Minister’s Message – Winter Visions

As a born and bred Midwesterner, I feel not at all entitled to the joy of this sparkling spring weather, especially when I hear of my East Coast friends and family who have been making a regular spiritual practice out of shoveling snow and “driving while praying” along ice and snow covered roads. And yet some of my earliest memories of the Bay Area are early February days when visiting here in the mid-90s. I discovered that what I had known as spring happened here regularly in the middle of winter.

I just had one of those glorious days. My grown son and I together made an early morning pilgrimage to deliver a birthday gift to my ailing mother and took the long way home past my favorite cupcake bakery. We sat with our goodies on a bench facing a large fountain. We watched as a grandmother carefully guided her young preschooler as he toddled around the fountain’s border. It brought me back to a time that seemed not so long ago when my own son was that toddler, to a time when my mother and I were able to have conversation, when my task was only to be that safe guide for the important exploration of concrete edges.

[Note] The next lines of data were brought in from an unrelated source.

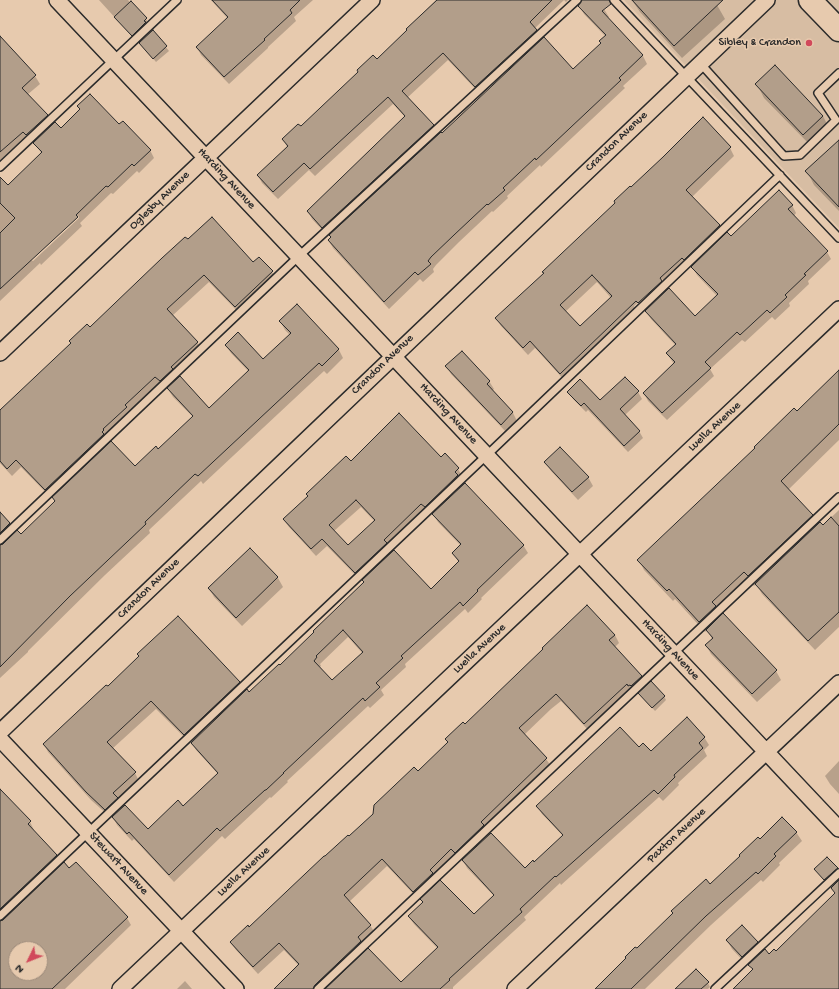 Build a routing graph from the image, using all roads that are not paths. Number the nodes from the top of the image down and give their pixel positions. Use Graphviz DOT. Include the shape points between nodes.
graph roads {
  1 [pos="57,0"];
  2 [pos="177,0"];
  3 [pos="372,0"];
  4 [pos="577,0"];
  5 [pos="614,0"];
  6 [pos="767,0"];
  7 [pos="810,0"];
  8 [pos="839,30"];
  9 [pos="114,60"];
  10 [pos="700,63"];
  11 [pos="839,73"];
  12 [pos="686,76"];
  13 [pos="205,157"];
  14 [pos="0,168"];
  15 [pos="780,175"];
  16 [pos="839,238"];
  17 [pos="299,256"];
  18 [pos="839,310"];
  19 [pos="0,353"];
  20 [pos="393,356"];
  21 [pos="487,455"];
  22 [pos="839,497"];
  23 [pos="0,540"];
  24 [pos="580,554"];
  25 [pos="673,653"];
  26 [pos="839,683"];
  27 [pos="0,732"];
  28 [pos="0,739"];
  29 [pos="766,752"];
  30 [pos="839,829"];
  31 [pos="88,832"];
  32 [pos="839,872"];
  33 [pos="0,916"];
  34 [pos="182,931"];
  35 [pos="120,989"];
  36 [pos="236,989"];
  37 [pos="318,989"];
  38 [pos="515,989"];
  39 [pos="715,989"];
  1 -- 9 [label="street, Harding Avenue"];
  2 -- 9 [label="lane"];
  3 -- 13 [label="street, Oglesby Avenue"];
  4 -- 17 [label="lane"];
  5 -- 12 [label="lane"];
  6 -- 10 [label="street, Crandon Avenue"];
  7 -- 8 [label="main road"];
  9 -- 13 [label="street, Harding Avenue"];
  9 -- 14 [label="lane"];
  10 -- 11 [label="lane" via="784,156 800,155 836,120 818,93"];
  10 -- 12 [label="street, Crandon Avenue"];
  12 -- 15 [label="lane"];
  12 -- 20 [label="street, Crandon Avenue"];
  13 -- 17 [label="street, Harding Avenue"];
  13 -- 19 [label="street, Oglesby Avenue"];
  15 -- 16 [label="lane"];
  15 -- 21 [label="lane"];
  17 -- 20 [label="street, Harding Avenue"];
  17 -- 23 [label="lane"];
  18 -- 24 [label="street, Luella Avenue"];
  20 -- 21 [label="street, Harding Avenue"];
  20 -- 27 [label="street, Crandon Avenue"];
  21 -- 24 [label="street, Harding Avenue"];
  21 -- 31 [label="lane"];
  22 -- 25 [label="lane"];
  24 -- 25 [label="street, Harding Avenue"];
  24 -- 34 [label="street, Luella Avenue"];
  25 -- 29 [label="street, Harding Avenue"];
  25 -- 37 [label="lane"];
  26 -- 29 [label="street, Paxton Avenue"];
  28 -- 31 [label="street, Stewart Avenue"];
  29 -- 30 [label="street, Harding Avenue"];
  29 -- 38 [label="street, Paxton Avenue"];
  31 -- 33 [label="lane"];
  31 -- 34 [label="street, Stewart Avenue"];
  32 -- 39 [label="lane"];
  34 -- 35 [label="street, Luella Avenue"];
  34 -- 36 [label="street, Stewart Avenue"];
}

Now I am glad to be able to pay attention to those small delights in other’s lives, to see new relationships forming with grandparents and small children and to be able to learn to construct a new kind of relationship with my own adult son who has returned home after a long time far away.

I look at what we are doing here in our community much in that same way. I feel privileged to be serving our church during this time of blossoming health, new relationships, expansion and learning. This coming month we’ll be sprucing up our grounds, tidying up our offices, laying out our welcome as we prepare to dedicate our building in March. I think about those founders who have gone before us, and believe they would be happy to see our dedication to their mission. I feel glad that we have made it clear that we value the wisest elder and are dedicated to helping guide the youngest babe.

When I make my brief local pilgrimages, I feel gratitude for my home, for my family and for this religious community where I continue to grow my faith. I do miss those deep drifts of eastern snow, even the exhaustion of shoveling, but I’m now sensible enough to remember that beauty and growth are near me wherever I am, whatever the age of my children. I am glad to be on this pilgrimage with you.